Field studies on metal accumulation and effects in fish

Abstract: Metals have been present in the environment since the origin of our planet. Life has evolved in their presence, incorporating many of them in essential molecules and metabolic processes and developing protective mechanisms against both non-essential metals and excess essential metals. Anthropogenic metal contamination of terrestrial and aquatic systems dates as far back as the first traces of human civilization. However, it was not until the intense industrialization of the eighteenth century that severe environmental impacts of metal mining and smelting activities started to pose a serious threat to wildlife. Field research leading to environmental protection legislation first appeared for mercury and selenium, owing to their propensity to biomagnify and cause toxicity to the higher levels of food webs such as birds and humans. However, we have only recently started to reveal the mechanisms of metal accumulation and toxicity on fish and other wildlife for low-level, chronic exposure scenarios. In aquatic environments, fish accumulate metals via both aqueous and dietary routes. The effects of chronic metal exposure, typical of most metal-contaminated environments, are more subtle than, and greatly differ from, the effects of acute exposures. There is evidence of direct toxicity leading to bioenergetic consequences such as decreased growth rate and condition, as well as selective pressures reducing population genetic diversity. Direct metal toxicity at other trophic levels also induces indirect effects, both negative and positive, on fish populations. Because metal accumulation and toxicity in wild fish are affected by several biotic and abiotic factors, field modeling remains a challenge. Nevertheless, with the advancement of knowledge, reviewed in this chapter, on accumulation and effects of metals in wild fish, our capacity to protect fish and their habitat from anthropogenic metal contamination is fast improving.

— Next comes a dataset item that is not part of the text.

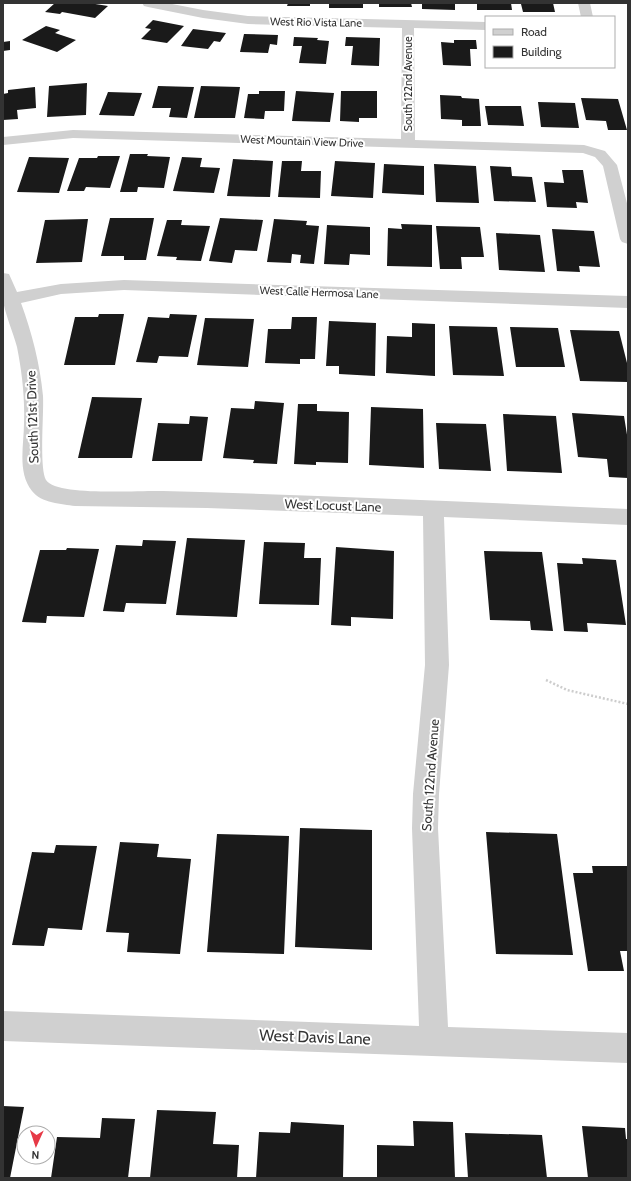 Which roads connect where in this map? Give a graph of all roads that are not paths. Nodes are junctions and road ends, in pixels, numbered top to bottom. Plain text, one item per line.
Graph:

Modeling the Physiology and Toxicology of Metals

Abstract: Most bioaccumulation models in current use were originally developed for organic chemicals and subsequently applied to metals. As a result, they do not typically incorporate metal-specific features that affect how metals are taken up, metabolized, detoxified, and eliminated. This review describes models that are used to evaluate metal accumulation, from waterborne and dietary exposure, by aquatic organisms. It considers whole-body models (including single-compartment and multicompartment variations), physiologically based pharmacokinetic models (providing an explicit representation of individual organs), and food chain or food web models. A representative model framework and example application are described for each model. Variations are also discussed. Metal bioaccumulation models have not typically been developed to predict effects on aquatic organisms. However, several that were developed for this purpose are described herein. These include damage–repair models, biotic ligand models, physiologically based mechanistic models, and intracellular speciation models. While some effects models incorporate relatively unique metal-specific features, they have primarily been applied to waterborne exposures, and received limited use for predicting effects resulting from both waterborne and dietary exposures. Studies that facilitate the refinement of both bioaccumulation and effects models, and the unification of such models, will likely benefit both the scientific and regulatory communities.